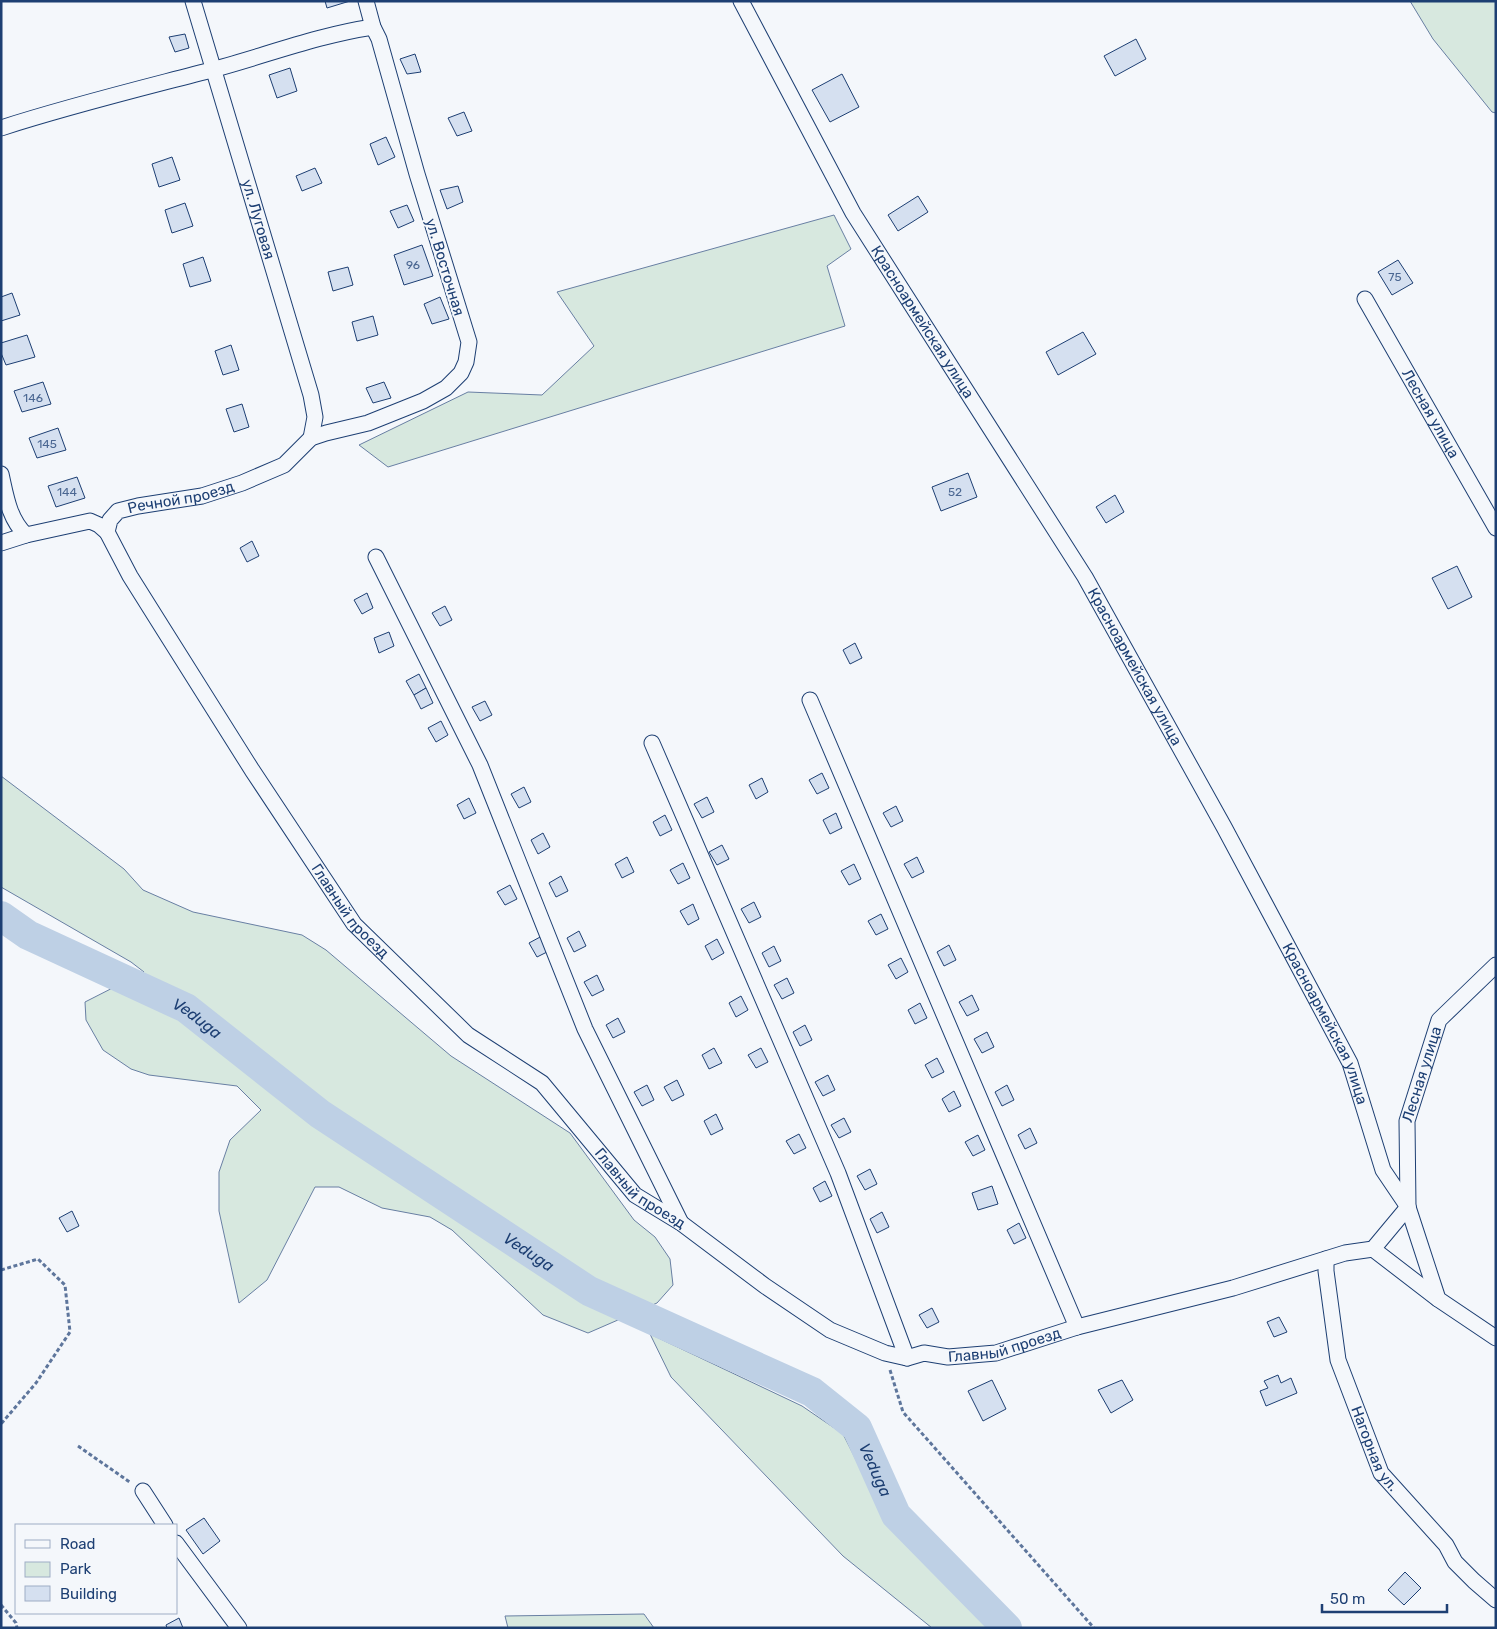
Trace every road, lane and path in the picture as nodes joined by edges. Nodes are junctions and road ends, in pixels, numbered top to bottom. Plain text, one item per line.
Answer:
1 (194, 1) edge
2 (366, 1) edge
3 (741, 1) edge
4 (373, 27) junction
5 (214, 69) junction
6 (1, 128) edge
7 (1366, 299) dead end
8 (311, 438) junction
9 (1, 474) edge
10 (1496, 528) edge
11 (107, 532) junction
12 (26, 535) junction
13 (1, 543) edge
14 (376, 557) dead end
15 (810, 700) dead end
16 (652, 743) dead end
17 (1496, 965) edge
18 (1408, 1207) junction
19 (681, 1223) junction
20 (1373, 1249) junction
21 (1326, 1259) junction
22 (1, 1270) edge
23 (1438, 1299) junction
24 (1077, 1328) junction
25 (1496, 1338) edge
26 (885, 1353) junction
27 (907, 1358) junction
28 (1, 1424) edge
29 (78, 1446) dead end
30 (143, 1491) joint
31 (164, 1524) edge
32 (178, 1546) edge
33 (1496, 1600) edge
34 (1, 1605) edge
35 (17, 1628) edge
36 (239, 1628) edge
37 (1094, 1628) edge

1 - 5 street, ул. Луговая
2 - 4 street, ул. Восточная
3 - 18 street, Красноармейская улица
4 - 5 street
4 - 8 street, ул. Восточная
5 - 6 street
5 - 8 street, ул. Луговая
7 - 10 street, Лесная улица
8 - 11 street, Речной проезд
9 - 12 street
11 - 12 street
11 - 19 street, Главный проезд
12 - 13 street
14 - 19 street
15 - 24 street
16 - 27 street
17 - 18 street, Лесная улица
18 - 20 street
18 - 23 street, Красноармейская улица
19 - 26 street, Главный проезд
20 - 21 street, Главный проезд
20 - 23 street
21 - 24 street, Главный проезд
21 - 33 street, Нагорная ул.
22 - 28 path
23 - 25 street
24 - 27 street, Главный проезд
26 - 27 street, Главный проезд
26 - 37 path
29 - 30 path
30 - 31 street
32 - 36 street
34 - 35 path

### INSTRUCTIONS FOR THE TASK
Could all the data above be given again exactly, leaving out its images?

### WRITTEN REPLY
Trace every road, lane and path in the picture as nodes joined by edges. Nodes are junctions and road ends, in pixels, numbered top to bottom. Plain text, one item per line.
Answer:
1 (194, 1) edge
2 (366, 1) edge
3 (741, 1) edge
4 (373, 27) junction
5 (214, 69) junction
6 (1, 128) edge
7 (1366, 299) dead end
8 (311, 438) junction
9 (1, 474) edge
10 (1496, 528) edge
11 (107, 532) junction
12 (26, 535) junction
13 (1, 543) edge
14 (376, 557) dead end
15 (810, 700) dead end
16 (652, 743) dead end
17 (1496, 965) edge
18 (1408, 1207) junction
19 (681, 1223) junction
20 (1373, 1249) junction
21 (1326, 1259) junction
22 (1, 1270) edge
23 (1438, 1299) junction
24 (1077, 1328) junction
25 (1496, 1338) edge
26 (885, 1353) junction
27 (907, 1358) junction
28 (1, 1424) edge
29 (78, 1446) dead end
30 (143, 1491) joint
31 (164, 1524) edge
32 (178, 1546) edge
33 (1496, 1600) edge
34 (1, 1605) edge
35 (17, 1628) edge
36 (239, 1628) edge
37 (1094, 1628) edge

1 - 5 street, ул. Луговая
2 - 4 street, ул. Восточная
3 - 18 street, Красноармейская улица
4 - 5 street
4 - 8 street, ул. Восточная
5 - 6 street
5 - 8 street, ул. Луговая
7 - 10 street, Лесная улица
8 - 11 street, Речной проезд
9 - 12 street
11 - 12 street
11 - 19 street, Главный проезд
12 - 13 street
14 - 19 street
15 - 24 street
16 - 27 street
17 - 18 street, Лесная улица
18 - 20 street
18 - 23 street, Красноармейская улица
19 - 26 street, Главный проезд
20 - 21 street, Главный проезд
20 - 23 street
21 - 24 street, Главный проезд
21 - 33 street, Нагорная ул.
22 - 28 path
23 - 25 street
24 - 27 street, Главный проезд
26 - 27 street, Главный проезд
26 - 37 path
29 - 30 path
30 - 31 street
32 - 36 street
34 - 35 path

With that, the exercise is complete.